Integrate your Amazon DynamoDB table with machine learning for sentiment analysis
Amazon DynamoDB is a non-relational database that delivers reliable performance at any scale. It’s a fully managed, multi-Region, multi-active database that provides consistent single-digit millisecond latency and offers built-in security, backup and restore, and in-memory caching. DynamoDB offers a serverless and event-driven architecture, which enables you to use other AWS services to extend DynamoDB capability. DynamoDB provides this capability using Kinesis Data Streams for DynamoDB and DynamoDB Streams with AWS Lambda. When you enable DynamoDB Streams on a DynamoDB table, it captures a time-ordered sequence of item-level modifications in the table and stores this information in a change log for up to 24 hours. Downstream AWS services can access these change logs and view the data items as they appeared before and after they were modified, in near-real time, using a Lambda function. This allows the DynamoDB table to integrate functionally for additional use cases like machine learning (ML), ad hoc queries, full text search, event alerting, and more, such as the following:
- Processing DynamoDB data with Apache Hive on Amazon EMR for data warehousing use cases
- Configuring AWS credentials using Amazon Cognito to authenticate access to DynamoDB tables for mobile application
- Using Amazon API Gateway and Lambda with DynamoDB for a front-end serverless architecture
In this post, I show you how to integrate ML with Amazon DynamoDB using Amazon Comprehend to analyze sentiments on incoming product reviews.
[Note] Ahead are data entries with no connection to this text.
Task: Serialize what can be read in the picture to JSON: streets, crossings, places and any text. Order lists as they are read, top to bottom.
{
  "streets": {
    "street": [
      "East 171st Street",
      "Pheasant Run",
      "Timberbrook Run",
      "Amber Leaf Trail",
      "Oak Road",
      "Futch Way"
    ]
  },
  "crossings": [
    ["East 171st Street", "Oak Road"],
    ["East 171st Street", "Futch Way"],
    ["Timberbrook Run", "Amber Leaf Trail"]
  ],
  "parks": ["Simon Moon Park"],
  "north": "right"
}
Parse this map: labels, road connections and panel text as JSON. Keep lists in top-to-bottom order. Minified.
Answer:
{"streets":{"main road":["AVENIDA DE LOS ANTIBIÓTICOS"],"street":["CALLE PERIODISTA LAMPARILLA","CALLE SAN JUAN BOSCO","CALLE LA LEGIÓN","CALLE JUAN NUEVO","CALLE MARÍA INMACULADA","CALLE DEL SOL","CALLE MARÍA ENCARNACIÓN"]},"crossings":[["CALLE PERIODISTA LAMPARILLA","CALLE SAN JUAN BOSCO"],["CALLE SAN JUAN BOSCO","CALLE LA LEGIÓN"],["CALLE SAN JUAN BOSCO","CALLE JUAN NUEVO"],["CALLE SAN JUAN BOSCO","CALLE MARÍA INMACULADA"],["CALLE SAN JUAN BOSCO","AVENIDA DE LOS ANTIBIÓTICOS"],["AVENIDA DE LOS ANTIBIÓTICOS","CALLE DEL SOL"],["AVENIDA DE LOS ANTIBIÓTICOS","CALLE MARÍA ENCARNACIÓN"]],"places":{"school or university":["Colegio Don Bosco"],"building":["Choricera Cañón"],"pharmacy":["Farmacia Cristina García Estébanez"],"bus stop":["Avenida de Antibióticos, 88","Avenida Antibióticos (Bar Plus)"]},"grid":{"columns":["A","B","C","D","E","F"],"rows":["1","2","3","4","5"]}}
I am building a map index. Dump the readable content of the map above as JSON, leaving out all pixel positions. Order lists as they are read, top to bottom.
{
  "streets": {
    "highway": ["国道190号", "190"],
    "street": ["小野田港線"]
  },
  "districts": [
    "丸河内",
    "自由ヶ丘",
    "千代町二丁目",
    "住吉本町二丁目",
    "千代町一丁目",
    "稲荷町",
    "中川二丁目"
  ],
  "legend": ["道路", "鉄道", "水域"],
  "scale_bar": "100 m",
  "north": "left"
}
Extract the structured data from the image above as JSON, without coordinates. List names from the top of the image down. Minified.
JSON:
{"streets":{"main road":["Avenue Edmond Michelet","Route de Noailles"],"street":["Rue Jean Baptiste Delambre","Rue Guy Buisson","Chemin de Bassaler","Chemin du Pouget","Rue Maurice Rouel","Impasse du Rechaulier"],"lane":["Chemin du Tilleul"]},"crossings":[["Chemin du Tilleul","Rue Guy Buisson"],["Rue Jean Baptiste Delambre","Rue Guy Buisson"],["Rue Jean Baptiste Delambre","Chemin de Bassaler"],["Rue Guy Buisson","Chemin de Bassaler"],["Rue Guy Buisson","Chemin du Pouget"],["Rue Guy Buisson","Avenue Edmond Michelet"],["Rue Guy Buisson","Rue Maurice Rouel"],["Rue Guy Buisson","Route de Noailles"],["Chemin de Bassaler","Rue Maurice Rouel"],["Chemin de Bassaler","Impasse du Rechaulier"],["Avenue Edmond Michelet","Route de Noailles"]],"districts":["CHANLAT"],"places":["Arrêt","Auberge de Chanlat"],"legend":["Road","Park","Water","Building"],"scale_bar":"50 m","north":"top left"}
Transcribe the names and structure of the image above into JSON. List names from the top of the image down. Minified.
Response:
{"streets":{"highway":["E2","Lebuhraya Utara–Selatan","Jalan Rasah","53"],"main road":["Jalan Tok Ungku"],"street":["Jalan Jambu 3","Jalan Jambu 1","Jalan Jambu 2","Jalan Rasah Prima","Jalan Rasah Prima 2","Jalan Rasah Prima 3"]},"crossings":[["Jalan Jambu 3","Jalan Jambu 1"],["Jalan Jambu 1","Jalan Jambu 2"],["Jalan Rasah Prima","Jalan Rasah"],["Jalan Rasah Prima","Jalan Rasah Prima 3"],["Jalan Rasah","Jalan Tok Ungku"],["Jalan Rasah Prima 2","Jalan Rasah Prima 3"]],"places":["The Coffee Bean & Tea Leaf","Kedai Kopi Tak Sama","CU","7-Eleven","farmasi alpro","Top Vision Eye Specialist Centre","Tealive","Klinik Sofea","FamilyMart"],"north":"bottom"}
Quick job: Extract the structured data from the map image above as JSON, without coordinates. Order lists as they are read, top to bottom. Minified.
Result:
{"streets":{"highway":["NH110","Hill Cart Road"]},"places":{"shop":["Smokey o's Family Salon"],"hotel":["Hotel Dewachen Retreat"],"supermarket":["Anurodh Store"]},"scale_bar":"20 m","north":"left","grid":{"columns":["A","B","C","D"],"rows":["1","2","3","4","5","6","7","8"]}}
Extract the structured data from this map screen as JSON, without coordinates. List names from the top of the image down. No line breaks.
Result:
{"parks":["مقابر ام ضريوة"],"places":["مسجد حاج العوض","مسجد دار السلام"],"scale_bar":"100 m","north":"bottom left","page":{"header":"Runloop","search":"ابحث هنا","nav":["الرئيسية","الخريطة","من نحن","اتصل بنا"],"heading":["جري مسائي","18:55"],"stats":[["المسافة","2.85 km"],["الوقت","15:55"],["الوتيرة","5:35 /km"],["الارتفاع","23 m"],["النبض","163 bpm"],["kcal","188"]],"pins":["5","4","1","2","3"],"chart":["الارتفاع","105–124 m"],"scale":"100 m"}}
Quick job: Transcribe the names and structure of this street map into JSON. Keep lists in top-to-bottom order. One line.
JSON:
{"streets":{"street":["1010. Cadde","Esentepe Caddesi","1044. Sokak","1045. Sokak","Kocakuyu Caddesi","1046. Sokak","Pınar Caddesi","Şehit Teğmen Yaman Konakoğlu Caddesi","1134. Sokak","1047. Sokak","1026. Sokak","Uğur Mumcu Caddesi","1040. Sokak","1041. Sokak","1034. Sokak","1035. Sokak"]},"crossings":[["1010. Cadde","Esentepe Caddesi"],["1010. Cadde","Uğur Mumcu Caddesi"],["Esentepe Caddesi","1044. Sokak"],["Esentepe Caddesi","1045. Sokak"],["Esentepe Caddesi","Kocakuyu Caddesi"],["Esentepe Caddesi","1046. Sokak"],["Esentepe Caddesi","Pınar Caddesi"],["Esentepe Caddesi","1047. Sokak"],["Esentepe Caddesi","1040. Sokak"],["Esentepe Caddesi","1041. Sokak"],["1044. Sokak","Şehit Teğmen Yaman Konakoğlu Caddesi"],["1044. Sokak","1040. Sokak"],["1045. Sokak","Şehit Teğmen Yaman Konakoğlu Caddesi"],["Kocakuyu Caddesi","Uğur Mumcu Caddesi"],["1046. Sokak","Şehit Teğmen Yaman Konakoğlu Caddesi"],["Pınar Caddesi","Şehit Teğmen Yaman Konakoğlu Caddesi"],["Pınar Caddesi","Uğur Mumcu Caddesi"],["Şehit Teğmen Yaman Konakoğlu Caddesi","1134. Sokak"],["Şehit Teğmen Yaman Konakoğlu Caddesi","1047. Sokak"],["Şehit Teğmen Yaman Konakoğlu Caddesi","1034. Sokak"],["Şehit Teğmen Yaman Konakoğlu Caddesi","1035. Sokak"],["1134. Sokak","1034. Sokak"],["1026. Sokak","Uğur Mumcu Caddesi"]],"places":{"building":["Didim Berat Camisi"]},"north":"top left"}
Serverless and event-driven architecture
When you perform create, read, update, and delete (CRUD) operations on a DynamoDB table, DynamoDB Streams keep a 24-hour change log of all CRUD operations. The stream offers you four options of log attributes. For more information, see Enabling a Stream.
Lambda functions process each incoming log event, extract the necessary information required for downstream services, and invoke said services, such as in the following situations:
- A function can loop back to a DynamoDB table to create or update the aggregate item, like a summary item or average of statistics in real time.
- You can use a function to send specific attributes to Amazon OpenSearch Service for full text search use cases.
- For historical analysis or ad hoc queries, the function sends the updates to Amazon Simple Storage Service (Amazon S3) in optimized format through Amazon Kinesis Data Firehose, where you can run ad hoc queries or analytics using Amazon Athena
- You can use the recently announced option to export DynamoDB table data to Amazon S3 for the initial setup of data for analysis; however, you can’t use it for continuous read requirements. Additionally, using Kinesis Data Firehose for data export offers optimized Apache Parquet
- If you want to be updated on a specific event on the DynamoDB table like the deletion of a critical record, Lambda can notify you through Amazon Simple Notification Service (Amazon SNS).
The following diagram illustrates this event-driven architecture.
Using ML and analytics with the DynamoDB solution
You can configure Amazon review analysis and analytics by running AWS CloudFormation on your own account. This solution uses a serverless event-driven architecture with automated steps. The solution checks the sentiment on the incoming Amazon product review, creates a product review summary based on the sentiment, and keeps updates in optimized format for future ad hoc queries and analytics. The following diagram illustrates this architecture.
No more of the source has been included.